- _PROBLEM DETAILS_: Scan the data beneath this task and copy each line that includes "name".

- _GIVEN INFORMATION_:
--- START ---
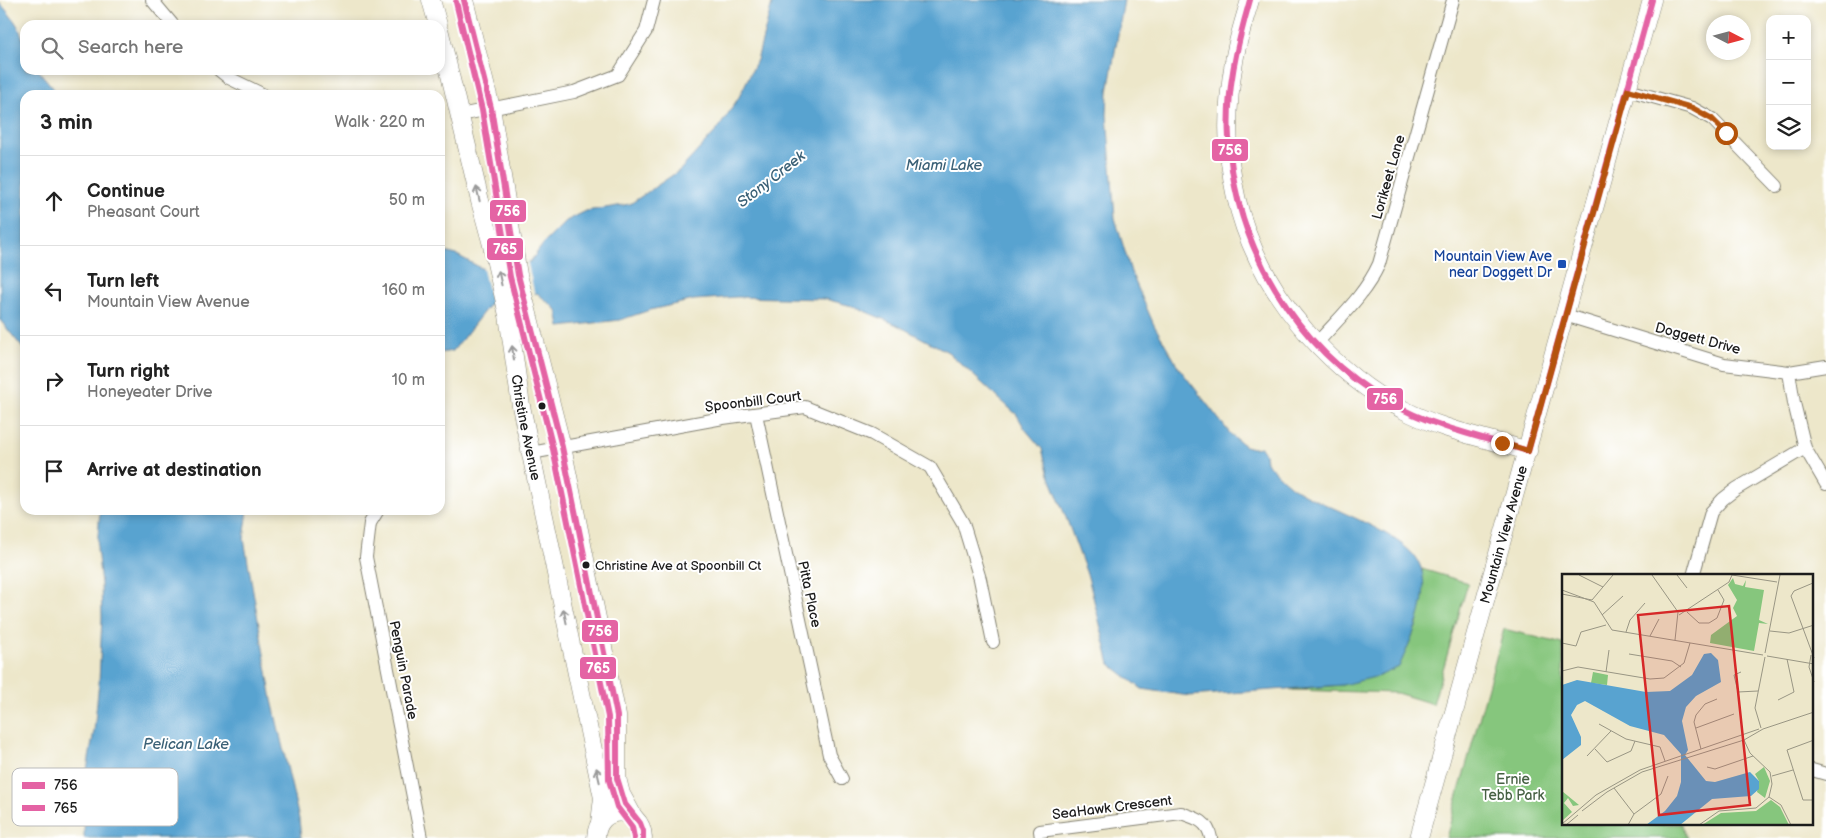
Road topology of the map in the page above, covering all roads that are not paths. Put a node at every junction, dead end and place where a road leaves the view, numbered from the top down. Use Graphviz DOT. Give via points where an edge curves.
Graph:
graph roads {
  1 [pos="152,0"];
  2 [pos="431,0"];
  3 [pos="464,0"];
  4 [pos="654,0"];
  5 [pos="1250,0"];
  6 [pos="1453,0"];
  7 [pos="1652,0"];
  8 [pos="169,20"];
  9 [pos="437,20"];
  10 [pos="445,54"];
  11 [pos="225,75"];
  12 [pos="254,90"];
  13 [pos="1628,90"];
  14 [pos="491,108"];
  15 [pos="460,115"];
  16 [pos="1777,186"];
  17 [pos="1565,315"];
  18 [pos="1317,343"];
  19 [pos="1826,366"];
  20 [pos="1789,372"];
  21 [pos="756,414"];
  22 [pos="562,447"];
  23 [pos="1805,448"];
  24 [pos="1528,451"];
  25 [pos="531,453"];
  26 [pos="1826,484"];
  27 [pos="375,515"];
  28 [pos="1694,574"];
  29 [pos="993,642"];
  30 [pos="842,779"];
  31 [pos="633,816"];
  32 [pos="598,830"];
  33 [pos="421,838"];
  34 [pos="643,838"];
  35 [pos="1041,838"];
  36 [pos="1211,838"];
  37 [pos="1419,838"];
  1 -- 8 [label="street"];
  2 -- 9 [label="street"];
  3 -- 14 [label="street, Christine Avenue"];
  4 -- 14 [label="street" via="646,31 618,75 574,92"];
  5 -- 18 [label="street" via="1230,91 1232,175 1245,228 1266,278 1290,314"];
  6 -- 18 [label="street, Lorikeet Lane" via="1379,264 1362,294"];
  7 -- 13 [label="street, Mountain View Avenue"];
  10 -- 15 [label="street, Christine Avenue"];
  11 -- 12 [label="street"];
  13 -- 16 [label="street" via="1692,108 1712,119"];
  13 -- 17 [label="street, Mountain View Avenue"];
  14 -- 15 [label="street"];
  14 -- 22 [label="street, Christine Avenue" via="527,311"];
  25 -- 15 [label="street, Christine Avenue, one-way" via="508,315"];
  17 -- 20 [label="street, Doggett Drive" via="1724,364"];
  17 -- 24 [label="street, Mountain View Avenue"];
  18 -- 24 [label="street" via="1348,374 1401,409 1436,424"];
  19 -- 20 [label="street, Doggett Drive"];
  20 -- 23 [label="street"];
  21 -- 22 [label="street, Spoonbill Court"];
  21 -- 29 [label="street, Spoonbill Court" via="805,407 872,434 930,467 963,523 980,579"];
  21 -- 30 [label="street, Pitta Place" via="830,756"];
  22 -- 25 [label="street, Spoonbill Court"];
  22 -- 31 [label="street, Christine Avenue" via="617,716 621,794"];
  23 -- 26 [label="street"];
  23 -- 28 [label="street" via="1736,489 1711,512"];
  24 -- 37 [label="street, Mountain View Avenue"];
  32 -- 25 [label="street, Christine Avenue, one-way" via="603,798"];
  27 -- 33 [label="street, Penguin Parade" via="370,523 366,557"];
  31 -- 32 [label="street" via="614,813 607,816"];
  31 -- 34 [label="street, Christine Avenue" via="640,823"];
  35 -- 36 [label="street, SeaHawk Crescent" via="1040,831 1181,813 1197,818 1210,828"];
}
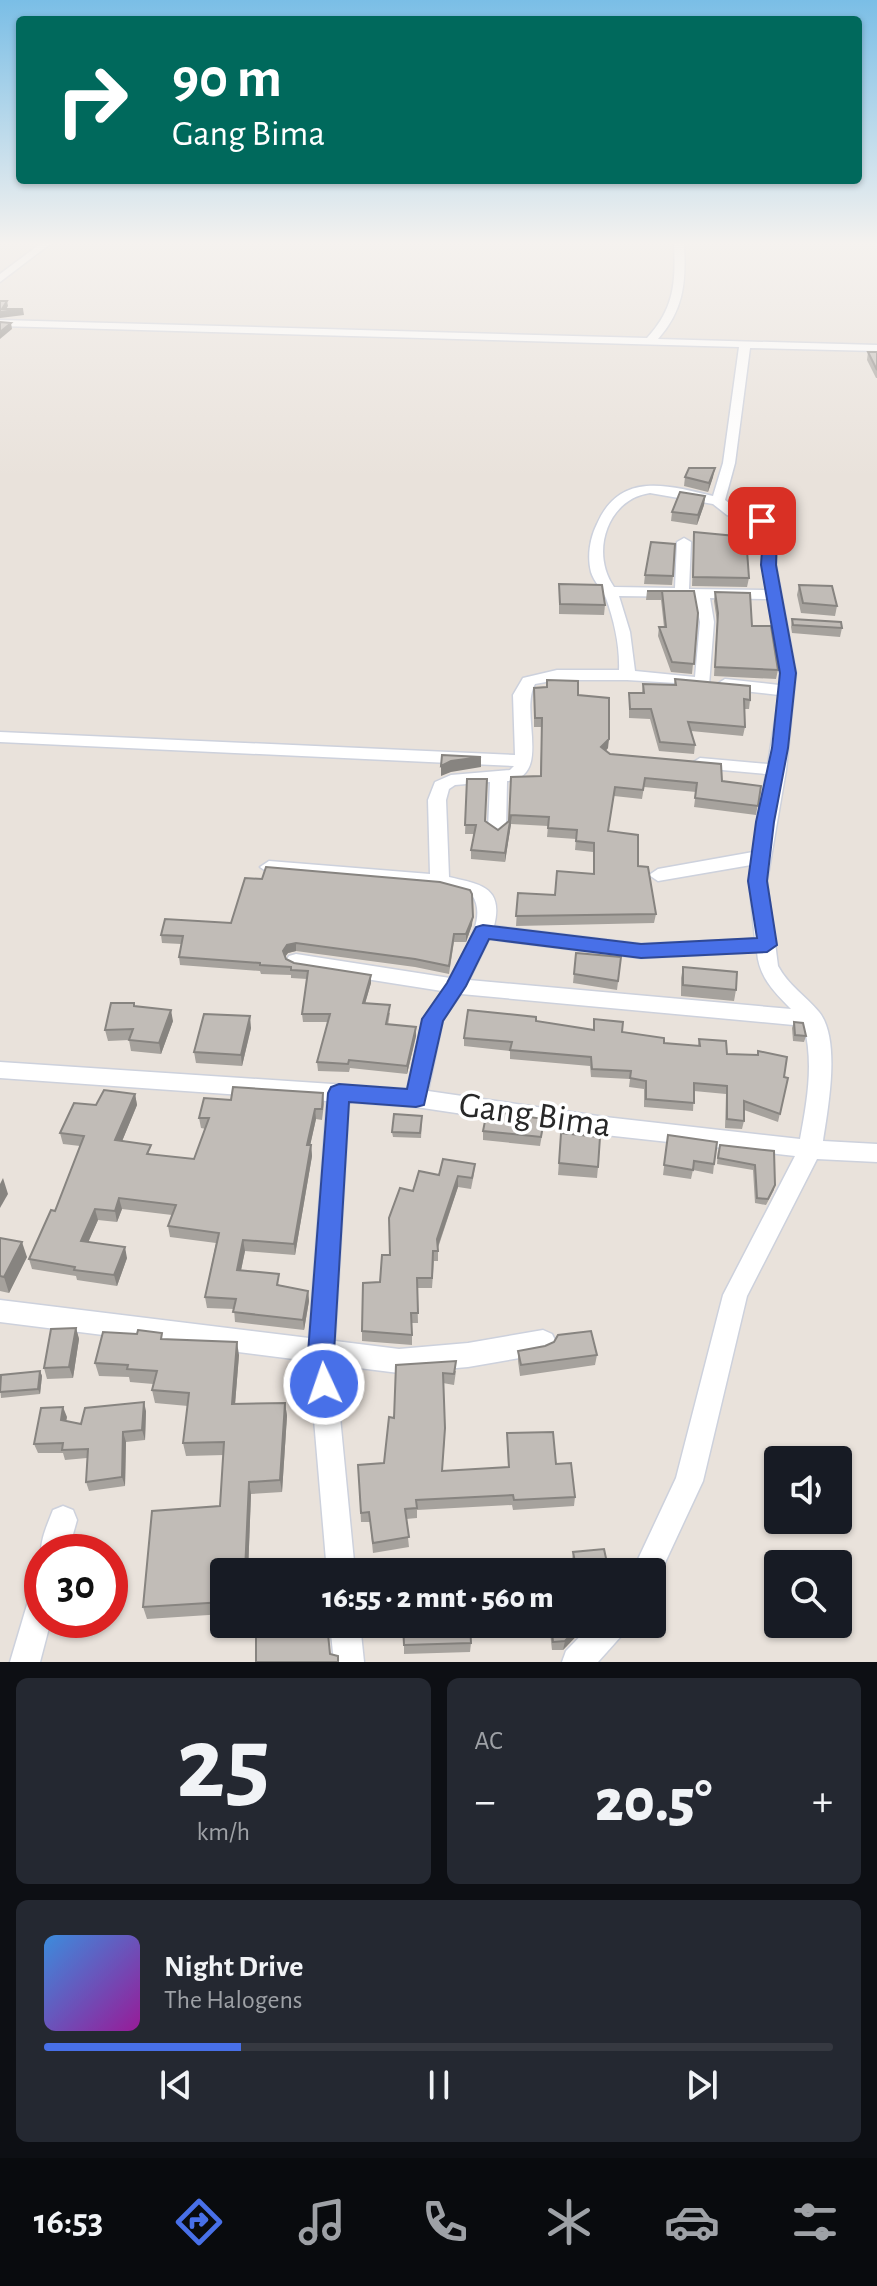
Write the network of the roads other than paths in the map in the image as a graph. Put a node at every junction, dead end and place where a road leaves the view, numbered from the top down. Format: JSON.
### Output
{"nodes":[{"id":1,"x":668,"y":322,"type":"edge"},
{"id":2,"x":0,"y":323,"type":"edge"},
{"id":3,"x":649,"y":342,"type":"junction"},
{"id":4,"x":745,"y":344,"type":"junction"},
{"id":5,"x":877,"y":348,"type":"edge"},
{"id":6,"x":718,"y":501,"type":"junction"},
{"id":7,"x":684,"y":542,"type":"dead end"},
{"id":8,"x":610,"y":591,"type":"junction"},
{"id":9,"x":682,"y":594,"type":"junction"},
{"id":10,"x":702,"y":594,"type":"junction"},
{"id":11,"x":775,"y":595,"type":"junction"},
{"id":12,"x":627,"y":675,"type":"junction"},
{"id":13,"x":703,"y":682,"type":"junction"},
{"id":14,"x":787,"y":691,"type":"junction"},
{"id":15,"x":0,"y":737,"type":"edge"},
{"id":16,"x":524,"y":761,"type":"junction"},
{"id":17,"x":686,"y":762,"type":"edge"},
{"id":18,"x":777,"y":770,"type":"junction"},
{"id":19,"x":499,"y":777,"type":"junction"},
{"id":20,"x":497,"y":830,"type":"edge"},
{"id":21,"x":762,"y":857,"type":"junction"},
{"id":22,"x":269,"y":867,"type":"edge"},
{"id":23,"x":658,"y":875,"type":"dead end"},
{"id":24,"x":440,"y":881,"type":"junction"},
{"id":25,"x":483,"y":931,"type":"junction"},
{"id":26,"x":767,"y":945,"type":"junction"},
{"id":27,"x":296,"y":961,"type":"edge"},
{"id":28,"x":456,"y":986,"type":"junction"},
{"id":29,"x":813,"y":1019,"type":"junction"},
{"id":30,"x":0,"y":1070,"type":"edge"},
{"id":31,"x":339,"y":1093,"type":"junction"},
{"id":32,"x":416,"y":1098,"type":"junction"},
{"id":33,"x":810,"y":1149,"type":"junction"},
{"id":34,"x":877,"y":1153,"type":"edge"},
{"id":35,"x":0,"y":1311,"type":"edge"},
{"id":36,"x":543,"y":1342,"type":"dead end"},
{"id":37,"x":321,"y":1353,"type":"junction"},
{"id":38,"x":63,"y":1520,"type":"dead end"},
{"id":39,"x":59,"y":1534,"type":"edge"},
{"id":40,"x":340,"y":1558,"type":"edge"},
{"id":41,"x":653,"y":1558,"type":"edge"},
{"id":42,"x":31,"y":1638,"type":"edge"},
{"id":43,"x":346,"y":1638,"type":"edge"},
{"id":44,"x":600,"y":1638,"type":"edge"},
{"id":45,"x":25,"y":1662,"type":"edge"},
{"id":46,"x":349,"y":1662,"type":"edge"},
{"id":47,"x":577,"y":1662,"type":"edge"}],
"edges":[{"from":1,"to":3,"type":"street"},
{"from":2,"to":3,"type":"street"},
{"from":3,"to":4,"type":"street"},
{"from":4,"to":5,"type":"street"},
{"from":4,"to":6,"type":"street"},
{"from":6,"to":8,"type":"street"},
{"from":6,"to":11,"type":"street"},
{"from":7,"to":9,"type":"street"},
{"from":8,"to":9,"type":"street"},
{"from":8,"to":12,"type":"street"},
{"from":9,"to":10,"type":"street"},
{"from":10,"to":11,"type":"street"},
{"from":10,"to":13,"type":"street"},
{"from":11,"to":14,"type":"street"},
{"from":12,"to":13,"type":"street"},
{"from":12,"to":16,"type":"street"},
{"from":13,"to":14,"type":"street"},
{"from":14,"to":18,"type":"street"},
{"from":15,"to":16,"type":"street"},
{"from":16,"to":19,"type":"street"},
{"from":17,"to":18,"type":"street"},
{"from":18,"to":21,"type":"street"},
{"from":19,"to":20,"type":"street"},
{"from":19,"to":24,"type":"street"},
{"from":21,"to":23,"type":"street"},
{"from":21,"to":26,"type":"street"},
{"from":22,"to":24,"type":"street"},
{"from":24,"to":25,"type":"street"},
{"from":25,"to":26,"type":"street"},
{"from":25,"to":28,"type":"street"},
{"from":26,"to":29,"type":"street"},
{"from":27,"to":28,"type":"street"},
{"from":28,"to":29,"type":"street"},
{"from":28,"to":32,"type":"street"},
{"from":29,"to":33,"type":"street"},
{"from":30,"to":31,"type":"street","name":"Gang Bima"},
{"from":31,"to":32,"type":"street","name":"Gang Bima"},
{"from":31,"to":37,"type":"street"},
{"from":32,"to":33,"type":"street","name":"Gang Bima"},
{"from":33,"to":34,"type":"street","name":"Gang Bima"},
{"from":33,"to":41,"type":"street"},
{"from":35,"to":37,"type":"street"},
{"from":36,"to":37,"type":"street"},
{"from":37,"to":40,"type":"street"},
{"from":38,"to":39,"type":"street"},
{"from":42,"to":45,"type":"street"},
{"from":43,"to":46,"type":"street"},
{"from":44,"to":47,"type":"street"}]}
--- END ---
- _EXERCISE ANSWER_:
{"from":30,"to":31,"type":"street","name":"Gang Bima"},
{"from":31,"to":32,"type":"street","name":"Gang Bima"},
{"from":32,"to":33,"type":"street","name":"Gang Bima"},
{"from":33,"to":34,"type":"street","name":"Gang Bima"},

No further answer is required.